Sunday 14 September 2014

Too early to bet big on markets

A reality check of current market conditions sparks good reasons to stay cautious while boarding the bus of current market rally.


Splendid times seem to have unleashed in Indian stock markets. Nifty touched a lifetime high of 8000 on 1 September and Sensex hit 27,225.85, an all-time high on 3 September. Nobody had the foresight to predict such levels for benchmark indices a year ago. But now, our fortune tellers aka technical analysts are certain that the bulls will ride faster and farther from these levels in the days to come.

For Navneet Munot, CIO, SBI Mutual Funds, Sensex hitting 10,000 in 10 years is not unrealistic if India Inc can deliver growth of around 15 per cent per annum, which, according to him, is not an unreasonable expectation over a long period.

However, taking these predictions with a pinch of salt is advisable for retail investors as their hard-earned money is involved. Their predictions might be true but a reality check of current market conditions sparks good reasons to stay cautious while boarding the bus of current market rally.

Needless to say domestic as well as foreign investors are betting on Prime Minister Narendra Modi-led NDA government which has successfully trumpeted its reform-oriented approach in every nook and corner of the world.

Now is the time to analyze whether the positive sentiment lurking around is hope driven or solid result driven. Looking at contracted July IIP data at 0.5% versus the 3.9% of June (revised higher from 3.4%) is enough to warrant that it is too early to stake bets on newly formed government. Though CPI inflation mildly cooled to 7.8 per cent against 7.96 per cent in the previous month but food inflation inched higher to 9.42% versus 9.36% m-o-m.

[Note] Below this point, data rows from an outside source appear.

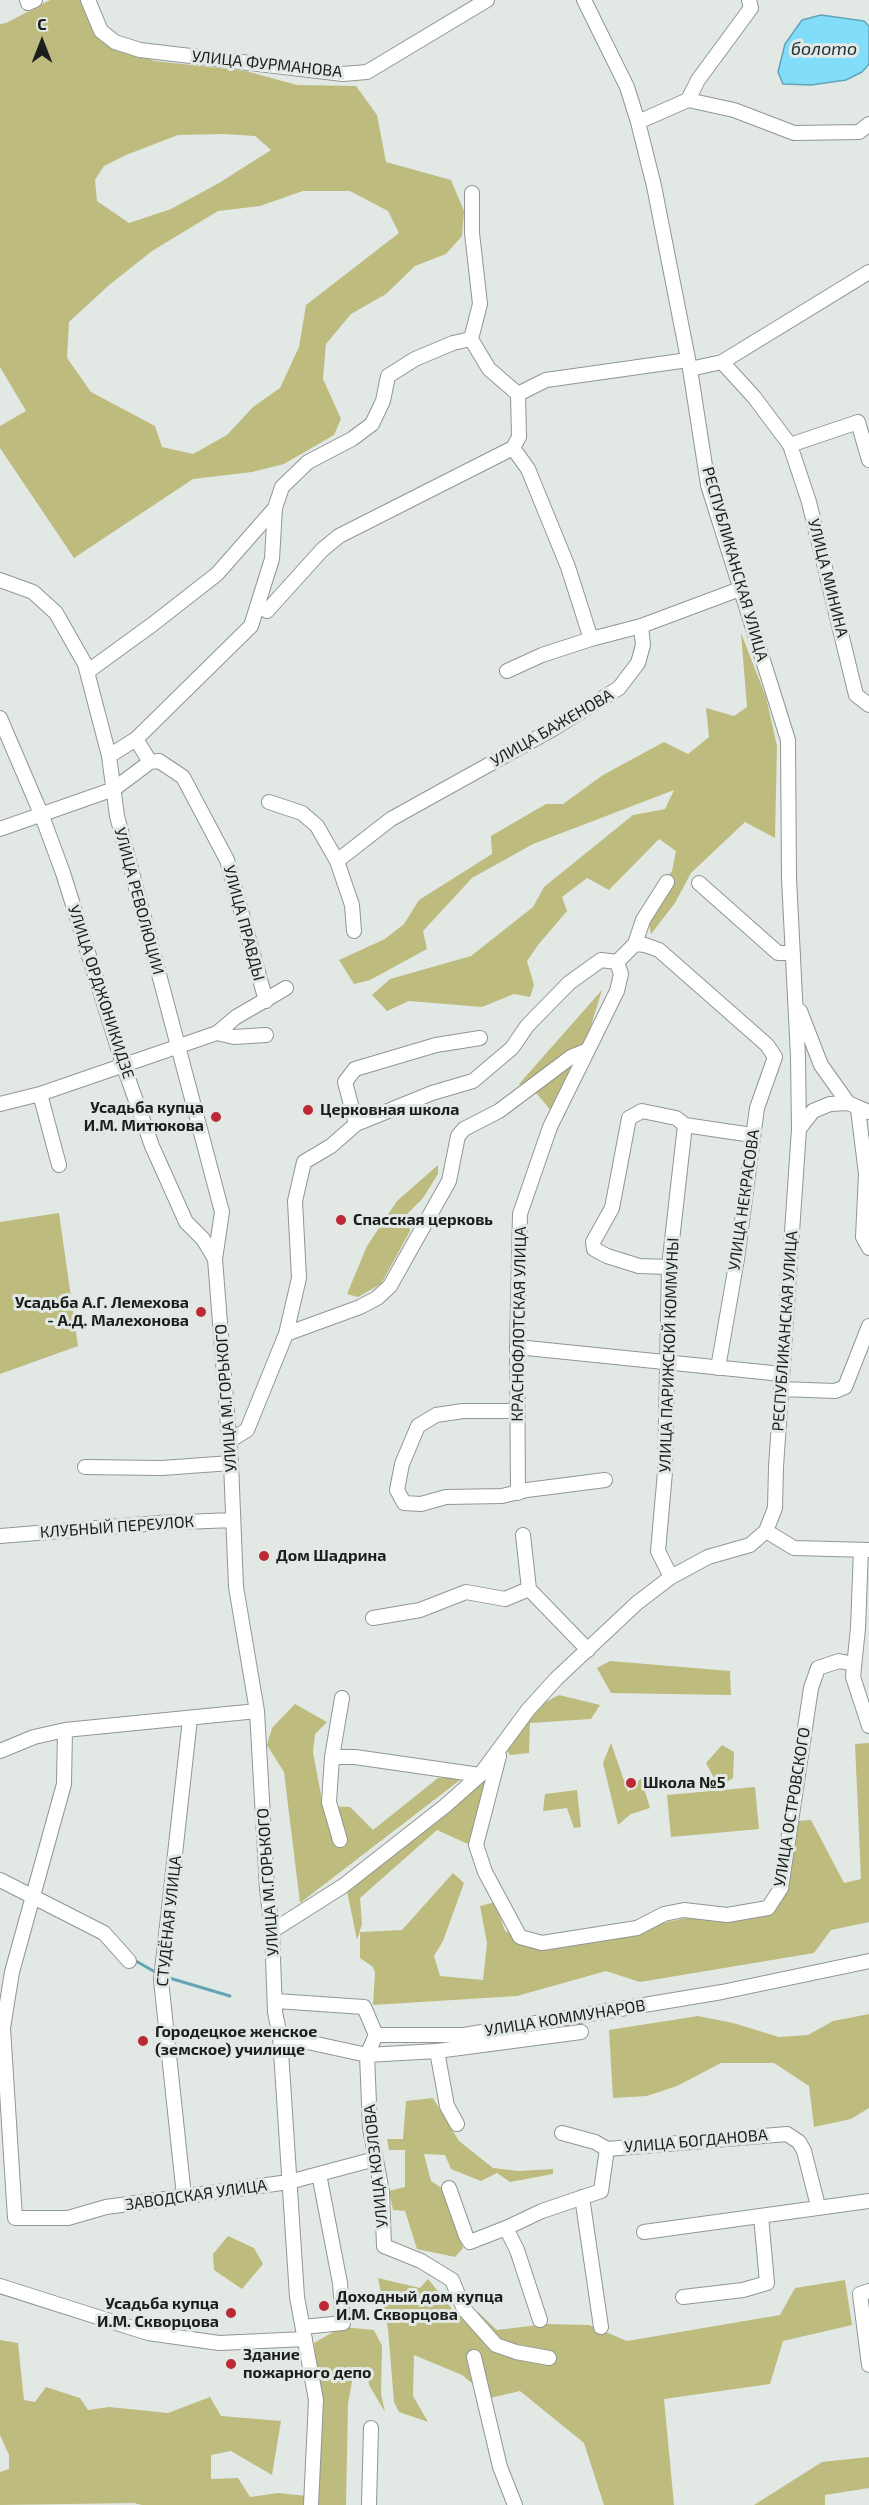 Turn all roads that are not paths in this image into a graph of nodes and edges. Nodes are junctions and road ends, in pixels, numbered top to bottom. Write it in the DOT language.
graph roads {
  1 [pos="27,0"];
  2 [pos="35,0"];
  3 [pos="88,0"];
  4 [pos="487,0"];
  5 [pos="584,0"];
  6 [pos="749,0"];
  7 [pos="688,100"];
  8 [pos="638,122"];
  9 [pos="869,124"];
  10 [pos="472,193"];
  11 [pos="869,272"];
  12 [pos="471,339"];
  13 [pos="722,362"];
  14 [pos="689,364"];
  15 [pos="518,394"];
  16 [pos="864,419"];
  17 [pos="790,445"];
  18 [pos="513,448"];
  19 [pos="869,460"];
  20 [pos="275,508"];
  21 [pos="0,580"];
  22 [pos="740,589"];
  23 [pos="267,611"];
  24 [pos="640,626"];
  25 [pos="591,639"];
  26 [pos="507,671"];
  27 [pos="87,672"];
  28 [pos="869,705"];
  29 [pos="0,718"];
  30 [pos="136,739"];
  31 [pos="109,756"];
  32 [pos="150,762"];
  33 [pos="114,789"];
  34 [pos="269,802"];
  35 [pos="42,816"];
  36 [pos="0,829"];
  37 [pos="337,861"];
  38 [pos="667,882"];
  39 [pos="699,883"];
  40 [pos="354,932"];
  41 [pos="635,944"];
  42 [pos="793,953"];
  43 [pos="617,962"];
  44 [pos="286,988"];
  45 [pos="795,998"];
  46 [pos="266,1001"];
  47 [pos="217,1033"];
  48 [pos="266,1035"];
  49 [pos="480,1038"];
  50 [pos="178,1045"];
  51 [pos="588,1050"];
  52 [pos="775,1057"];
  53 [pos="798,1057"];
  54 [pos="123,1064"];
  55 [pos="40,1094"];
  56 [pos="0,1104"];
  57 [pos="858,1108"];
  58 [pos="357,1124"];
  59 [pos="685,1125"];
  60 [pos="799,1129"];
  61 [pos="752,1135"];
  62 [pos="59,1166"];
  63 [pos="869,1248"];
  64 [pos="215,1259"];
  65 [pos="669,1267"];
  66 [pos="869,1326"];
  67 [pos="286,1334"];
  68 [pos="517,1347"];
  69 [pos="666,1362"];
  70 [pos="718,1368"];
  71 [pos="782,1374"];
  72 [pos="781,1389"];
  73 [pos="518,1412"];
  74 [pos="229,1441"];
  75 [pos="231,1463"];
  76 [pos="85,1467"];
  77 [pos="605,1480"];
  78 [pos="518,1492"];
  79 [pos="233,1520"];
  80 [pos="766,1532"];
  81 [pos="523,1535"];
  82 [pos="0,1536"];
  83 [pos="865,1550"];
  84 [pos="671,1577"];
  85 [pos="529,1589"];
  86 [pos="373,1618"];
  87 [pos="588,1650"];
  88 [pos="854,1664"];
  89 [pos="342,1698"];
  90 [pos="257,1711"];
  91 [pos="190,1719"];
  92 [pos="868,1723"];
  93 [pos="65,1730"];
  94 [pos="0,1751"];
  95 [pos="500,1751"];
  96 [pos="332,1757"];
  97 [pos="480,1776"];
  98 [pos="340,1840"];
  99 [pos="0,1880"];
  100 [pos="33,1896"];
  101 [pos="272,1931"];
  102 [pos="129,1961"];
  103 [pos="869,1961"];
  104 [pos="276,2001"];
  105 [pos="581,2032"];
  106 [pos="376,2035"];
  107 [pos="280,2036"];
  108 [pos="437,2051"];
  109 [pos="367,2055"];
  110 [pos="457,2124"];
  111 [pos="562,2133"];
  112 [pos="607,2149"];
  113 [pos="375,2159"];
  114 [pos="319,2174"];
  115 [pos="289,2182"];
  116 [pos="449,2188"];
  117 [pos="184,2196"];
  118 [pos="582,2197"];
  119 [pos="869,2201"];
  120 [pos="818,2206"];
  121 [pos="761,2216"];
  122 [pos="506,2228"];
  123 [pos="644,2232"];
  124 [pos="0,2286"];
  125 [pos="865,2292"];
  126 [pos="683,2298"];
  127 [pos="540,2320"];
  128 [pos="601,2327"];
  129 [pos="304,2333"];
  130 [pos="474,2357"];
  131 [pos="549,2358"];
  132 [pos="869,2364"];
  133 [pos="371,2428"];
  134 [pos="311,2505"];
  135 [pos="369,2505"];
  136 [pos="515,2505"];
  1 -- 2 [label="street"];
  3 -- 4 [label="street, УЛИЦА ФУРМАНОВА"];
  5 -- 8 [label="street, РЕСПУБЛИКАНСКАЯ УЛИЦА"];
  6 -- 7 [label="street"];
  7 -- 8 [label="street"];
  7 -- 9 [label="street"];
  8 -- 14 [label="street, РЕСПУБЛИКАНСКАЯ УЛИЦА"];
  10 -- 12 [label="street"];
  11 -- 13 [label="street"];
  12 -- 15 [label="street"];
  12 -- 20 [label="street"];
  13 -- 14 [label="street"];
  13 -- 17 [label="street, УЛИЦА МИНИНА"];
  14 -- 15 [label="street"];
  14 -- 22 [label="street, РЕСПУБЛИКАНСКАЯ УЛИЦА"];
  15 -- 18 [label="street"];
  16 -- 17 [label="street"];
  16 -- 19 [label="street"];
  17 -- 28 [label="street, УЛИЦА МИНИНА"];
  18 -- 23 [label="street"];
  18 -- 25 [label="street"];
  20 -- 27 [label="street"];
  20 -- 30 [label="street"];
  21 -- 27 [label="street, УЛИЦА РЕВОЛЮЦИИ"];
  22 -- 24 [label="street"];
  22 -- 42 [label="street, РЕСПУБЛИКАНСКАЯ УЛИЦА"];
  24 -- 25 [label="street"];
  24 -- 37 [label="street, УЛИЦА БАЖЕНОВА"];
  25 -- 26 [label="street"];
  27 -- 31 [label="street, УЛИЦА РЕВОЛЮЦИИ"];
  29 -- 35 [label="street, УЛИЦА ОРДЖОНИКИДЗЕ"];
  30 -- 31 [label="street"];
  30 -- 32 [label="street"];
  31 -- 33 [label="street, УЛИЦА РЕВОЛЮЦИИ"];
  32 -- 33 [label="street"];
  32 -- 46 [label="street, УЛИЦА ПРАВДЫ"];
  33 -- 35 [label="street"];
  33 -- 50 [label="street, УЛИЦА РЕВОЛЮЦИИ"];
  34 -- 37 [label="street"];
  35 -- 36 [label="street"];
  35 -- 54 [label="street, УЛИЦА ОРДЖОНИКИДЗЕ"];
  37 -- 40 [label="street"];
  38 -- 41 [label="street"];
  39 -- 42 [label="street"];
  41 -- 43 [label="street"];
  41 -- 52 [label="street"];
  42 -- 45 [label="street, РЕСПУБЛИКАНСКАЯ УЛИЦА"];
  43 -- 51 [label="street, КРАСНОФЛОТСКАЯ УЛИЦА"];
  43 -- 58 [label="street"];
  44 -- 46 [label="street"];
  45 -- 53 [label="street, РЕСПУБЛИКАНСКАЯ УЛИЦА"];
  45 -- 57 [label="street"];
  46 -- 47 [label="street"];
  47 -- 48 [label="street"];
  47 -- 50 [label="street"];
  49 -- 58 [label="street"];
  50 -- 54 [label="street"];
  50 -- 64 [label="street, УЛИЦА РЕВОЛЮЦИИ"];
  51 -- 67 [label="street"];
  51 -- 68 [label="street, КРАСНОФЛОТСКАЯ УЛИЦА"];
  52 -- 53 [label="street"];
  52 -- 61 [label="street, УЛИЦА НЕКРАСОВА"];
  53 -- 60 [label="street, РЕСПУБЛИКАНСКАЯ УЛИЦА"];
  54 -- 55 [label="street"];
  54 -- 64 [label="street, УЛИЦА ОРДЖОНИКИДЗЕ"];
  55 -- 56 [label="street"];
  55 -- 62 [label="street"];
  57 -- 60 [label="street"];
  57 -- 63 [label="street"];
  58 -- 67 [label="street"];
  59 -- 61 [label="street"];
  59 -- 65 [label="street, УЛИЦА ПАРИЖСКОЙ КОММУНЫ"];
  59 -- 65 [label="street"];
  60 -- 71 [label="street, РЕСПУБЛИКАНСКАЯ УЛИЦА"];
  61 -- 70 [label="street, УЛИЦА НЕКРАСОВА"];
  64 -- 74 [label="street, УЛИЦА М.ГОРЬКОГО"];
  65 -- 69 [label="street, УЛИЦА ПАРИЖСКОЙ КОММУНЫ"];
  66 -- 72 [label="street"];
  67 -- 74 [label="street"];
  68 -- 69 [label="street"];
  68 -- 73 [label="street, КРАСНОФЛОТСКАЯ УЛИЦА"];
  69 -- 70 [label="street"];
  69 -- 84 [label="street, УЛИЦА ПАРИЖСКОЙ КОММУНЫ"];
  70 -- 71 [label="street"];
  71 -- 72 [label="street, РЕСПУБЛИКАНСКАЯ УЛИЦА"];
  72 -- 80 [label="street, РЕСПУБЛИКАНСКАЯ УЛИЦА"];
  73 -- 78 [label="street, КРАСНОФЛОТСКАЯ УЛИЦА"];
  73 -- 78 [label="street"];
  74 -- 75 [label="street, УЛИЦА М.ГОРЬКОГО"];
  75 -- 76 [label="street"];
  75 -- 79 [label="street, УЛИЦА М.ГОРЬКОГО"];
  77 -- 78 [label="street"];
  79 -- 82 [label="street, КЛУБНЫЙ ПЕРЕУЛОК"];
  79 -- 90 [label="street, УЛИЦА М.ГОРЬКОГО"];
  80 -- 83 [label="street"];
  80 -- 84 [label="street"];
  81 -- 85 [label="street"];
  83 -- 88 [label="street"];
  84 -- 87 [label="street"];
  85 -- 86 [label="street"];
  85 -- 87 [label="street"];
  87 -- 95 [label="street"];
  88 -- 92 [label="street"];
  88 -- 95 [label="street, УЛИЦА ОСТРОВСКОГО"];
  89 -- 96 [label="street"];
  90 -- 91 [label="street"];
  90 -- 101 [label="street, УЛИЦА М.ГОРЬКОГО"];
  91 -- 93 [label="street"];
  91 -- 117 [label="street, СТУДЁНАЯ УЛИЦА"];
  93 -- 94 [label="street"];
  93 -- 100 [label="street"];
  95 -- 97 [label="street"];
  96 -- 97 [label="street"];
  96 -- 98 [label="street"];
  97 -- 101 [label="street"];
  99 -- 100 [label="street"];
  100 -- 102 [label="street"];
  100 -- 117 [label="street, ЗАВОДСКАЯ УЛИЦА"];
  101 -- 104 [label="street, УЛИЦА М.ГОРЬКОГО"];
  103 -- 106 [label="street, УЛИЦА КОММУНАРОВ"];
  104 -- 106 [label="street"];
  104 -- 107 [label="street, УЛИЦА М.ГОРЬКОГО"];
  105 -- 108 [label="street, УЛИЦА КОММУНАРОВ"];
  106 -- 109 [label="street"];
  107 -- 109 [label="street, УЛИЦА КОММУНАРОВ"];
  107 -- 115 [label="street, УЛИЦА М.ГОРЬКОГО"];
  108 -- 109 [label="street, УЛИЦА КОММУНАРОВ"];
  108 -- 110 [label="street"];
  109 -- 113 [label="street, УЛИЦА КОЗЛОВА"];
  111 -- 112 [label="street, УЛИЦА БОГДАНОВА"];
  112 -- 118 [label="street"];
  112 -- 120 [label="street, УЛИЦА БОГДАНОВА"];
  113 -- 114 [label="street, ЗАВОДСКАЯ УЛИЦА"];
  113 -- 131 [label="street, УЛИЦА КОЗЛОВА"];
  114 -- 115 [label="street, ЗАВОДСКАЯ УЛИЦА"];
  114 -- 129 [label="street"];
  115 -- 117 [label="street, ЗАВОДСКАЯ УЛИЦА"];
  115 -- 129 [label="street, УЛИЦА М.ГОРЬКОГО"];
  116 -- 122 [label="street"];
  118 -- 122 [label="street"];
  118 -- 128 [label="street"];
  119 -- 120 [label="street"];
  120 -- 121 [label="street"];
  121 -- 123 [label="street"];
  121 -- 126 [label="street"];
  122 -- 127 [label="street"];
  124 -- 129 [label="street"];
  125 -- 132 [label="street"];
  129 -- 134 [label="street, УЛИЦА М.ГОРЬКОГО"];
  130 -- 136 [label="street"];
  133 -- 135 [label="street"];
}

The week ahead is going to be eventful. First, markets will take stock of IIP and CPI data after opening bells tomorrow with simultaneously eying on WPI data expected to be out at noon. They will be taking note of advance tax payment by listed corporate, which is also due to be released tomorrow and will provide clues about Q2 September corporate earnings.

On Wednesday market mavens will eye crucial US Federal Reserve's monetary policy review. Woe betide the markets if Fed goes for an early rate cut as it will make Indian markets vulnerable to FII outflows leading to correction on Sensex and Nifty.

For investors who do not understand technicality of markets, it is sensible to wait for macro data of following months to come which does not reflect the overhang of UPA government’s tenure so that no confusion is felt whether the slowdown is of UPA’s making or NDA’s failure. Let the time confirm if the Modi-driven seemingly impactful India story is a fact or just the work of a fiction.